Again, exaggerated case counts due to FP’s become more severe as a contagion wanes. That’s because FPs become an increasingly large share of positive test results and overstate the persistence of the virus. If active infections fall to 1% of 750,000 daily tests, or 7,500 true cases, the 5% specificity implies 37,125 FPs: true positives would be only 17% of positive cases. Much worse than a coin flip! And again, which cases are infectious?
How Bad Are FPs, Really?
This recent research, also authored by CKM, explains the reasons why FPs are usually an issue in the real world, despite the tests’ reportedly perfect reactivity to anything other than the virus’ genetic fragments. CKM find that the median FP rate in their sample of “tests of tests” was 2.3%. That means 23 out of every 1,000 uninfected people tested will test positive.If that seems small to you, suppose the true prevalence of active infection in a population is 4%. If 1,000,000 people are tested and there are no false negatives (unlikely), then 40,000 infected people will be identified by the test. However, another 22,000 uninfected people will also test positive ((1,000,000 – 40,000 infected) x 0.023). That means the number of positive tests will be inflated by 55%. They’ll all receive some form of treatment or ordered into quarantine. Expanded Testing and FPs This summer, the volume of daily tests increased from about 150,000 a day in early April to more than 750,000 a day in July. That’s a 400% increase, but the true prevalence of active infection in the expanded test population during the summer was almost certainly lower than in the spring. Suppose active infections fell from 10% of the test population in the spring to 5% in the summer. That means the daily number of “true positives” would have risen from 15,000 to 35,000 in the expanded test population (and again I assume no false negatives for simplicity). The number of FPs, however, would have risen from 3,105 to 16,445. Therefore, FPs would have accounted for 40% of the increase in “confirmed” cases between spring and summer.
False COVID Deaths
FPs are also inflating COVID death counts. PCR tests are routinely given at hospital admission for any cause, and even after sudden death, especially as the availability of tests increased late in the spring. This subset of the tested population will certainly have its share of FPs. If such a patient dies, regardless of underlying cause, it might well be attributed to COVID-19 as it will still appear on the death certificate. The same has occurred in the case of traffic fatalities, suicides, and other sudden deaths.

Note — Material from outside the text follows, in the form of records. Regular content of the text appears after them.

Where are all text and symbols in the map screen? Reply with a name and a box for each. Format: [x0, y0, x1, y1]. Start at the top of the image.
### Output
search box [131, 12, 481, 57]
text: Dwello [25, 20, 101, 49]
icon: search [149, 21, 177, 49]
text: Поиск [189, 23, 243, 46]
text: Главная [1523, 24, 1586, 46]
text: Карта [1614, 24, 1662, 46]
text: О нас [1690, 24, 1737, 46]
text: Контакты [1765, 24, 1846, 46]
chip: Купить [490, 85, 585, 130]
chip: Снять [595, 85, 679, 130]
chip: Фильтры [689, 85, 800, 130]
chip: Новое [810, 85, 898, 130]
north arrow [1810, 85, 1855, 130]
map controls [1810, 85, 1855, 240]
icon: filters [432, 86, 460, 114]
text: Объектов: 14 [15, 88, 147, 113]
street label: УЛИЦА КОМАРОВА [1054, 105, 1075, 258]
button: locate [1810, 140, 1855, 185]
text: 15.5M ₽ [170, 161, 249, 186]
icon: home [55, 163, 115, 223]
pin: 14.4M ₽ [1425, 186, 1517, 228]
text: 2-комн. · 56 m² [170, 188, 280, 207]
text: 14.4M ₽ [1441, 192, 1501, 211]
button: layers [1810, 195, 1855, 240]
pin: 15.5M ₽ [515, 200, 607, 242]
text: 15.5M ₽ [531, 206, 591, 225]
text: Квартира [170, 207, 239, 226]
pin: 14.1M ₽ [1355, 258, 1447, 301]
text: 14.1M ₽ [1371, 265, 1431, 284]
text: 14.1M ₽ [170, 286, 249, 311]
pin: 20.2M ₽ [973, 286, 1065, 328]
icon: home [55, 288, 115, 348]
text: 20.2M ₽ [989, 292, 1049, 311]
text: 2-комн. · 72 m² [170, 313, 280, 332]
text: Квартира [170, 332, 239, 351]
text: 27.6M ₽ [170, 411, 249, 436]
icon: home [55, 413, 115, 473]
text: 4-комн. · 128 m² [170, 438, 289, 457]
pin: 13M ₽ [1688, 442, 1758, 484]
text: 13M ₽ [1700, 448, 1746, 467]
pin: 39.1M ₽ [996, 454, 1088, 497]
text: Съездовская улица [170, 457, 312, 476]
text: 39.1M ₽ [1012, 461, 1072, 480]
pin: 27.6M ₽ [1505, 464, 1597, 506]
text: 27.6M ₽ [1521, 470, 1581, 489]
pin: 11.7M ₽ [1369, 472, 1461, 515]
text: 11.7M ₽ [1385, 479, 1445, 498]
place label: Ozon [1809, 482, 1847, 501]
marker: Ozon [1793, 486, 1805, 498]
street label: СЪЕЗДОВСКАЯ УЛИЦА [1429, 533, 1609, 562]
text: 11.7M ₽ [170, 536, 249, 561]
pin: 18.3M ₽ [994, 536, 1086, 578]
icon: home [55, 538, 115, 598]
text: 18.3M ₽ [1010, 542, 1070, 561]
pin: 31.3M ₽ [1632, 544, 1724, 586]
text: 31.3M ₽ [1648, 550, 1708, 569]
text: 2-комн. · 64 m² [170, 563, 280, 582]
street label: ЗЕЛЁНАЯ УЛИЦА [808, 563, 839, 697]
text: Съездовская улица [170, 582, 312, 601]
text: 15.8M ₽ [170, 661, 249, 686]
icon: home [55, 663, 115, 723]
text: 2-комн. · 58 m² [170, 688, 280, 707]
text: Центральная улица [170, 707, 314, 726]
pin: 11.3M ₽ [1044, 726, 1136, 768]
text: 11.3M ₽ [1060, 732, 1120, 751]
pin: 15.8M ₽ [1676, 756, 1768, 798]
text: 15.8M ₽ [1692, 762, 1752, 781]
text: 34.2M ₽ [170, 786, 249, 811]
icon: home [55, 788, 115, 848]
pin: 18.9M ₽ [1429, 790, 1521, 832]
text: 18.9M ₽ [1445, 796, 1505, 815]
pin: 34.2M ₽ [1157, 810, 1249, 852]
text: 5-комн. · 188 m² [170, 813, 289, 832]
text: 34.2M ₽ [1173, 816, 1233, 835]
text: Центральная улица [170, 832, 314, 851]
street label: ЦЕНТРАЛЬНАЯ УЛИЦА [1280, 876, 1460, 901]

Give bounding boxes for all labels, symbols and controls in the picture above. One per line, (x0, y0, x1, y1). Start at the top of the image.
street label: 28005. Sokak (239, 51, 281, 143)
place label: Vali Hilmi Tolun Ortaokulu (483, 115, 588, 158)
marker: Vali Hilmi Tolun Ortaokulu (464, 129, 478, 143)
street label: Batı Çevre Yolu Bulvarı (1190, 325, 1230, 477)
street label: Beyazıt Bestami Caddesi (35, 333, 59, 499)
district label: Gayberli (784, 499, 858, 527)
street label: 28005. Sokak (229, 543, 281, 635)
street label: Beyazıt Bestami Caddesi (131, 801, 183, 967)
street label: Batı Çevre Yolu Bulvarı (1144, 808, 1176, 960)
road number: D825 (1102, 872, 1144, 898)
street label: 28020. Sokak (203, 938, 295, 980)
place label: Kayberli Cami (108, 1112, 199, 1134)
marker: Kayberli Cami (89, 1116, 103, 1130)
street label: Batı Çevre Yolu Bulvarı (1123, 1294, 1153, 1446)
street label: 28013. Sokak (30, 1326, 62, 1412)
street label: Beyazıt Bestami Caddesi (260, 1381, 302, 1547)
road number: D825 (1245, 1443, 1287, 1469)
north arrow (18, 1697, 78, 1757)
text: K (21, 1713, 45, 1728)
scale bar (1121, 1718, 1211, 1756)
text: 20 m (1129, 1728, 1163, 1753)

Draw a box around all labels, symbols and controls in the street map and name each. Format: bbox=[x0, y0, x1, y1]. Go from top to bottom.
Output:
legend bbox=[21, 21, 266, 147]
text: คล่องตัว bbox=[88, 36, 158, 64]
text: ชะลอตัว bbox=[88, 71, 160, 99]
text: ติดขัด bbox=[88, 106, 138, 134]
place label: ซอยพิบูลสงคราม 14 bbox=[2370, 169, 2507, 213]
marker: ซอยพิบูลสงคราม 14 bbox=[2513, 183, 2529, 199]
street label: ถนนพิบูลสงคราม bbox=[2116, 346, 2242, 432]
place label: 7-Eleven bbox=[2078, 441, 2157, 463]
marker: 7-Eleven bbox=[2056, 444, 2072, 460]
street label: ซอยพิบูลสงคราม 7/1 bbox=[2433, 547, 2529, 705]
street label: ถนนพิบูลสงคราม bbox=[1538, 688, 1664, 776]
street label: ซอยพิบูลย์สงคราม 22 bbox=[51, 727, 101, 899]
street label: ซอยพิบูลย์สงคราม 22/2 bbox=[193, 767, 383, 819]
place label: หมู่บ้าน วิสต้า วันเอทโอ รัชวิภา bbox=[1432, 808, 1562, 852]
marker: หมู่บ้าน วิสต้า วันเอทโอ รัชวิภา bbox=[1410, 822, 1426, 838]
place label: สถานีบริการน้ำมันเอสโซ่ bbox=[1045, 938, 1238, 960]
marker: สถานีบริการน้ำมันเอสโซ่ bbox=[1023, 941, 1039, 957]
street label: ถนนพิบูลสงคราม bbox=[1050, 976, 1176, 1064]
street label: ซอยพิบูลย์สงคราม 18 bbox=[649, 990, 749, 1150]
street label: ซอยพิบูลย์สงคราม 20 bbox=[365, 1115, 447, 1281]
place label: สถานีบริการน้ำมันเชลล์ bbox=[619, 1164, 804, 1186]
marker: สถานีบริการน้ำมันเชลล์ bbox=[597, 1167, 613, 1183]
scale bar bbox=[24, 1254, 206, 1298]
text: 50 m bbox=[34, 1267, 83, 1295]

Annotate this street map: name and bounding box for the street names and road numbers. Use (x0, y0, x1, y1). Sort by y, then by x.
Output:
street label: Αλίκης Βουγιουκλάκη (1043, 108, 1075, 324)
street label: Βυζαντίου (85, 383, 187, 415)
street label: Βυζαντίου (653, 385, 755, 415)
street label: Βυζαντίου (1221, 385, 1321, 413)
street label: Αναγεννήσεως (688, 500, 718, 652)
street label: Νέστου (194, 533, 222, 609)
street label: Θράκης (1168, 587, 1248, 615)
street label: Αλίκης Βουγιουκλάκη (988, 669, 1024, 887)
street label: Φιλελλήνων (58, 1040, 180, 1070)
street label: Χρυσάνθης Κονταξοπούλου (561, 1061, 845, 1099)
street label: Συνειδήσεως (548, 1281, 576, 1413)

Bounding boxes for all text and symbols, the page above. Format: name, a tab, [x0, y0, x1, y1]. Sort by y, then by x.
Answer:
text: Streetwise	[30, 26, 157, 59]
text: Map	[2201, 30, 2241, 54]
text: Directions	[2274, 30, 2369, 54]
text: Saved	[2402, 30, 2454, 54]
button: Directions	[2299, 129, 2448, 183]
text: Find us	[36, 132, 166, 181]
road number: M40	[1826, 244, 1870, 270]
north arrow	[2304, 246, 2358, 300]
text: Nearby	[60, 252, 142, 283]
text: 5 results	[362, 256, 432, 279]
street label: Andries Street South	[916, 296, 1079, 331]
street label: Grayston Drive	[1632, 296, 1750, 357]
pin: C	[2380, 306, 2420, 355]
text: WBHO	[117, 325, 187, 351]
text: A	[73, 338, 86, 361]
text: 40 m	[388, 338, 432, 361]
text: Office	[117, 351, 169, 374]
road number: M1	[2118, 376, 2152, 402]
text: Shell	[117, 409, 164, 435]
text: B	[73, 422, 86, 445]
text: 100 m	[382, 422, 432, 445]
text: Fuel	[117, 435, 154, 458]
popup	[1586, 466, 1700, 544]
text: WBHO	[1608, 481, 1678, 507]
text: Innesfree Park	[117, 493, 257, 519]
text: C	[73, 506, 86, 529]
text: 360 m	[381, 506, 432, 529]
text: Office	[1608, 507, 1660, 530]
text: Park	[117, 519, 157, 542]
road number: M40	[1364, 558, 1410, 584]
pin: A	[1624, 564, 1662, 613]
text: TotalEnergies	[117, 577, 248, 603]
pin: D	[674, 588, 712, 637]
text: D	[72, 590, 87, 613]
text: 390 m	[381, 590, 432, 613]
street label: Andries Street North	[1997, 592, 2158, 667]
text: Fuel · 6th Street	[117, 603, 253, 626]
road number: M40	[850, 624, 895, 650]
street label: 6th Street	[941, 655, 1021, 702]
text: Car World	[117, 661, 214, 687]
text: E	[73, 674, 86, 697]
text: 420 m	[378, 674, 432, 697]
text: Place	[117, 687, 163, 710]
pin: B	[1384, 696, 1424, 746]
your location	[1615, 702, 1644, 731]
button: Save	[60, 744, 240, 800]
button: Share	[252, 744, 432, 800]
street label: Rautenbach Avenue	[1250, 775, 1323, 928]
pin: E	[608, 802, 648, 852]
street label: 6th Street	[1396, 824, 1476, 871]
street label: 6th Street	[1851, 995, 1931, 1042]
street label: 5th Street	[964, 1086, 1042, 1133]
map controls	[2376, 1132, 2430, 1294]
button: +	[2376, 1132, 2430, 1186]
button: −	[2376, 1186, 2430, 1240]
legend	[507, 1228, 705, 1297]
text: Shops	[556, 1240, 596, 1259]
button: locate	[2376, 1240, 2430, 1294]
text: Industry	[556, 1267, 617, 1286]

The FP problem also plagues tests of seroprevalence, which determine whether an individual has had the virus or is cross-protected against the virus by antibodies acquired via non-novel coronavirus infections. The consequences of these antibody FPs can be serious as well, because it means a positive test might not ensure immunity. As the exposed share of the population increases, however, the FP share of antibody tests is diminished.
As long as testing is required, dealing with FPs (and false negatives, of course) requires repeated testing, as CKM state unequivocally. And the tests must be fast to be of any use. The current testing regime must be overhauled to prevent false positives from costly impositions on the lives of uninfected patients, consuming unnecessary medical resources, making unrealistic assessments of cases and deaths, and unnecessary suspensions of normal human social activity and liberty.